[vox-tech] vim and utf-8 support (newbie alert)

Mark K. Kim vox-tech@lists.lugod.org
Mon, 9 Jun 2003 16:57:32 -0700 (PDT)


On Mon, 9 Jun 2003, Peter Jay Salzman wrote:

> right-to-left languages are really, really, really well supported in
> vim.  at least, they seem to be.  check out:
>
>    :set rl

Cool~

> the language i'm thinking of is hebrew, but with some important issues.
>
> 1. i need vowel support.
> 2. i really want to have mixed hebrew/english
>
> i believe taken together, i want to use ISO 10646 which can represent
> all languages at the same time.

Unfortunately I don't know the hebrew language so I don't know what the
difficulties are.  For both Korean and Japanese, we use two-bytes to
represent a single Asian "character", while maintaining backwards
compatibility with ASCII by using the MSb on the first character to flag a
multibyte character.

If Hebrew does the same thing, there is no technical reason why it can't
use both English and Hebrew.  There should even be enough character space
to include vowels.  But I wouldn't know how to access them using the
Hebrew input method.

With your Hebrew terminal, try `cat`-ing any binary file.  If you see any
Hebrew vowels and alphabets, then you just gotta figure out how to type
them using the Hebrew input method.  If not, then the Hebrew encoding
probably isn't compatible with English and can't do vowels.

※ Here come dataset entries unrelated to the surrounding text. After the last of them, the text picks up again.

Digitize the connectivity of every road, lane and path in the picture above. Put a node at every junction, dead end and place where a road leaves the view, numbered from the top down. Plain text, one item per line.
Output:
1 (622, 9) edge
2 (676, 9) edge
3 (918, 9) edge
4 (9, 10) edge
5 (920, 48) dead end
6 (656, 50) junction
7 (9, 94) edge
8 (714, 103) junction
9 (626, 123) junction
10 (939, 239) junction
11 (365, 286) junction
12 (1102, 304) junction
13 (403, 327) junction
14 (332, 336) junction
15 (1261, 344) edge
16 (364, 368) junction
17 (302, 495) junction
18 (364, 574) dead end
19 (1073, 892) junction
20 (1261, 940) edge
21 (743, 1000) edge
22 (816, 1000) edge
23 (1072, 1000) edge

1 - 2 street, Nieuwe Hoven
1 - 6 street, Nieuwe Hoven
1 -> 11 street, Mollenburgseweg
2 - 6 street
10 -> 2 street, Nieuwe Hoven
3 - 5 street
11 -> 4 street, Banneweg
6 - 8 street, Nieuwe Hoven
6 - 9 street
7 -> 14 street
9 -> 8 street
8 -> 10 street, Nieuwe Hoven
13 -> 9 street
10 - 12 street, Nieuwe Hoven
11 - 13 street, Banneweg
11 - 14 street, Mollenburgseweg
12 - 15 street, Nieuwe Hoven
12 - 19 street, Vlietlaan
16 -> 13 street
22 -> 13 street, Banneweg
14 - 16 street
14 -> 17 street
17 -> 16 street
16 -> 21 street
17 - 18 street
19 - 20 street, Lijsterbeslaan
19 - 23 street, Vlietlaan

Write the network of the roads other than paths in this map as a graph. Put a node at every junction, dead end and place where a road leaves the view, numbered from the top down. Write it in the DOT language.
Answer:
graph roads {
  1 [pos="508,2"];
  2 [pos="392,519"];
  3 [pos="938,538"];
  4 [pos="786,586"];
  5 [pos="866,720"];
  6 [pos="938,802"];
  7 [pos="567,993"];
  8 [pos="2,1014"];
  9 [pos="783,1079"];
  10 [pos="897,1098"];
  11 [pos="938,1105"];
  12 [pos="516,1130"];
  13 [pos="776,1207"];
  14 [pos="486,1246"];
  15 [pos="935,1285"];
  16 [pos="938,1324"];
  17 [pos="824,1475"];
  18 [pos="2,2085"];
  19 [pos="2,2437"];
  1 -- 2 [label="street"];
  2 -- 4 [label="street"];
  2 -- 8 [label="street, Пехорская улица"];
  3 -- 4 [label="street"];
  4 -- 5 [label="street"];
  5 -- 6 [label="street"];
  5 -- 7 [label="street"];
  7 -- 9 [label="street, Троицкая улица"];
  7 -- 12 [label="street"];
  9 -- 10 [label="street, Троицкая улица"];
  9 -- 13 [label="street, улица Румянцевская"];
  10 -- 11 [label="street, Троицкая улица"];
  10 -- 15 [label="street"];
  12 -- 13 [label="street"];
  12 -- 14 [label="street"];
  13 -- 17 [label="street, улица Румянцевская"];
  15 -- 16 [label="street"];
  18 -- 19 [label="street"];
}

In that case, your best bet is to use a universal encoding like unicode or
utf-8 (I assume unicode has Hebrew vowels).  But I'm not sure how to do
that so good luck...

> as a first stab at getting utf-8 capable xterms, i set:
>
>    LC_CTYPE=en_US.UTF-8
>
> but wierd things started to happen, like mutt's threading lines turned
> into really strange characters.  i guess the applications themselves
> need to be utf-8 aware too.

UTF-8 is compatible only with the standard ASCII set.  The threading lines
are in the extended ASCII set (it uses the MSb), not the standard ASCII
set.  They clash because UTF-8 uses the MSb to signal multibyte character,
while the extended ASCII set use the MSb.

I recommend just ignoring it (you get used to it).  If not, I think you
can tell Mutt to use standard ASCII for threading lines (using +, -, |,
etc.)

> > Works great under WindowsXP (everything's in unicode; just make sure you
> > got the fonts installed.)
>
> that makes me very sad...   :(

It's one of the reasons I have WindowsXP.  The international language
support is so amazing.  I can read multi-language data file with so much
ease.  I've seen Windows2000 also do a very nice job.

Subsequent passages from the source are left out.